Measure: Post-Traumatic Stress Disorder

Time: One month and three months from baseline (T3 and T4)

Other Outcomes

Description: Logistic regression models will regress patient quality of life for EMPOWER vs. the enhanced usual care condition. Patient quality of life will be assessed using three previously validated items. Total score can range from 0 to 30. Higher total scores represent better caregiver-assessed patient quality of life. Higher scores represent better outcomes.

Measure: Patient Quality of Life

Time: From baseline assessment to three-month follow up

Description: For patients who die during the study period, logistic regression models will regress patient quality of death for EMPOWER vs. the enhanced usual care condition. Quality of Death will be measured using the Caregiver Evaluation of the Quality of End-of-Life Care (CEQUEL). Total score can range from 13 to 26. Higher total scores represent better caregiver-assessed patient quality of death. Higher total scores represent better outcomes.

Measure: Patient Quality of Death

Time: From baseline assessment to three-month follow up

Description: Intensity of care (measured through indication of cardiopulmonary resuscitation, dialysis, mechanical ventilation, chemotherapy, parenteral nutrition, and palliative care in the medical record) will be matched with surrogate perceptions of patient treatment preferences to create a measure of value-concordant care. Logistic regression analyses will then model the effects of EMPOWER on the odds of patients' receipt of value-concordant care. Higher odds equal better outcomes.

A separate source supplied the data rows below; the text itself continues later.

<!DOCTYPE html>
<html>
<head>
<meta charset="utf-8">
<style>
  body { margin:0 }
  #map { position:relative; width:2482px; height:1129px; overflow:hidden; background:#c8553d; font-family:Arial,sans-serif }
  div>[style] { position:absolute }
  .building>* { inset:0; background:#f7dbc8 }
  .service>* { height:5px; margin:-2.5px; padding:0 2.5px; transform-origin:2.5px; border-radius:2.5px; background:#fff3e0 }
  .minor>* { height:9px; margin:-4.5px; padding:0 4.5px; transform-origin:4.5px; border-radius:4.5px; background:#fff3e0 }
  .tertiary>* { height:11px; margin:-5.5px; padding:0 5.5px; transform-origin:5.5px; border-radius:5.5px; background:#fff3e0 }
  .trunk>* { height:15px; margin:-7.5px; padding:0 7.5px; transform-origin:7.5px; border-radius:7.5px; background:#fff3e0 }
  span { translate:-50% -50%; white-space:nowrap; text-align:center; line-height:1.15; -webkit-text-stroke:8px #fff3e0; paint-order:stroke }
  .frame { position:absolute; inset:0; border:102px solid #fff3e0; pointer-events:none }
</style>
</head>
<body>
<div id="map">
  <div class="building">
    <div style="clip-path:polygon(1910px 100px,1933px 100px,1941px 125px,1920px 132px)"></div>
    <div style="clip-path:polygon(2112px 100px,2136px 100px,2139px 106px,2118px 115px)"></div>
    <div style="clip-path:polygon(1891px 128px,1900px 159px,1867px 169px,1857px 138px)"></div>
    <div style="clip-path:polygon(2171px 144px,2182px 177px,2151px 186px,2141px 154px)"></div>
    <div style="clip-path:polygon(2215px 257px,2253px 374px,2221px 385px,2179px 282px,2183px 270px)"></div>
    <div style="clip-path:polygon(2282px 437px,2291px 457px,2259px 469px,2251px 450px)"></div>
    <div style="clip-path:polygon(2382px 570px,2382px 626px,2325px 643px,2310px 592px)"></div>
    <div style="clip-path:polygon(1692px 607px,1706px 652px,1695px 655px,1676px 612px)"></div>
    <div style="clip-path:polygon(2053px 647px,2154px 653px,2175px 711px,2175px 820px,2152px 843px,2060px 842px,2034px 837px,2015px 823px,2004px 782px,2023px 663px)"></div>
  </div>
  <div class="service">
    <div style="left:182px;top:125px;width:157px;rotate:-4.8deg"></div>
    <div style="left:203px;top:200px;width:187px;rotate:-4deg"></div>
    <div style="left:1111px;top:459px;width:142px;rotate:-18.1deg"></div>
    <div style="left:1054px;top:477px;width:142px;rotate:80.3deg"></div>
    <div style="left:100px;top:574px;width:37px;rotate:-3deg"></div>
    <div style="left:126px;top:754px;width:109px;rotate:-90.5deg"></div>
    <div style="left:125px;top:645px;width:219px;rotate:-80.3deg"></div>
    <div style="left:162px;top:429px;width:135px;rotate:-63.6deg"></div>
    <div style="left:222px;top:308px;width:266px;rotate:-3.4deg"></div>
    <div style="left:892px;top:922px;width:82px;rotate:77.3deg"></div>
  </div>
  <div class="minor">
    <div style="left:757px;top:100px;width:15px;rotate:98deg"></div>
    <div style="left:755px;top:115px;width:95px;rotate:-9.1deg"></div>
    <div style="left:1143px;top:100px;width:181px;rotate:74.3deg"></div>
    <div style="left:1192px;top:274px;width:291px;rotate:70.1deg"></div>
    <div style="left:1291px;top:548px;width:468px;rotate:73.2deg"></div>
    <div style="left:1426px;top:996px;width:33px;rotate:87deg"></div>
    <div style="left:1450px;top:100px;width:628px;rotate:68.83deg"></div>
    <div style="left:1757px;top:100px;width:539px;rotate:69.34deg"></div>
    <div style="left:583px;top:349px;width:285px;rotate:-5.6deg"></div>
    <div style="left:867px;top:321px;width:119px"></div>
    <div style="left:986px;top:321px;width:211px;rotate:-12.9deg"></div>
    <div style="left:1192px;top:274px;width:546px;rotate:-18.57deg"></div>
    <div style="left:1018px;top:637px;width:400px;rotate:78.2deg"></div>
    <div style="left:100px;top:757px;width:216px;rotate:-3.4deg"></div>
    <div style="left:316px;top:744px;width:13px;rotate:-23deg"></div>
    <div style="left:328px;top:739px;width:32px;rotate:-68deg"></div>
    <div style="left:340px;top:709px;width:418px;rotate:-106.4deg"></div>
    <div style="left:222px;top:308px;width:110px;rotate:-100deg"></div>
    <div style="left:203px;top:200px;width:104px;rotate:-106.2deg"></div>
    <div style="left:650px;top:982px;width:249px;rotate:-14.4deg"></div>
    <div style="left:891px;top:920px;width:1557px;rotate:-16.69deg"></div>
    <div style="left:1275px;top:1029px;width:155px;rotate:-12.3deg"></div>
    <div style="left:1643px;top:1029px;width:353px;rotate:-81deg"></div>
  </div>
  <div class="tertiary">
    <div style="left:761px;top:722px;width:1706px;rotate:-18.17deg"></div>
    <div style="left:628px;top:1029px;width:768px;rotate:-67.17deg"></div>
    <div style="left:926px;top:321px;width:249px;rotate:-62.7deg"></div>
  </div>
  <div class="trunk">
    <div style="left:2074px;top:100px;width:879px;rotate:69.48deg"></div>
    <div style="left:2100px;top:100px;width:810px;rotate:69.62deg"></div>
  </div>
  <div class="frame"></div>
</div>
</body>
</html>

Measure: Value-Concordant Care

Time: From baseline assessment to three-month follow up

Description: Symptoms of anxiety, as measured by the state scale of the State-Trait Anxiety Scale, will be compared between groups at one-month and three-month follow up assessments (T3 and T4).The STAI-Y state scale consists of 20 items and total score can range from 20 to 80. Higher total scores represent greater symptom burden. Lower scores represent better outcomes.

Measure: Anxiety

Time: One month and three months from baseline (T3 and T4)

Description: Symptoms of anxiety, as measured by the Patient Health Questionnaire - 9 , will be compared between groups at one-month and three-month follow up assessments (T3 and T4). The PHQ-9 consists of 9 items and total score can range from 0 to 27. Higher total scores represent greater symptom burden. Lower scores represent better outcomes.

Measure: Depression

Time: One month and three months from baseline (T3 and T4)

Description: Decision regret, as measured by the Decision Regret Scale, will be compared between groups at one-month and three-month follow up assessments (T3 and T4). The decision regret scale is a one-item likert-style measure. Total score can range from 1 to 10. Higher total scores represent greater symptom burden. Lower scores represent better outcomes.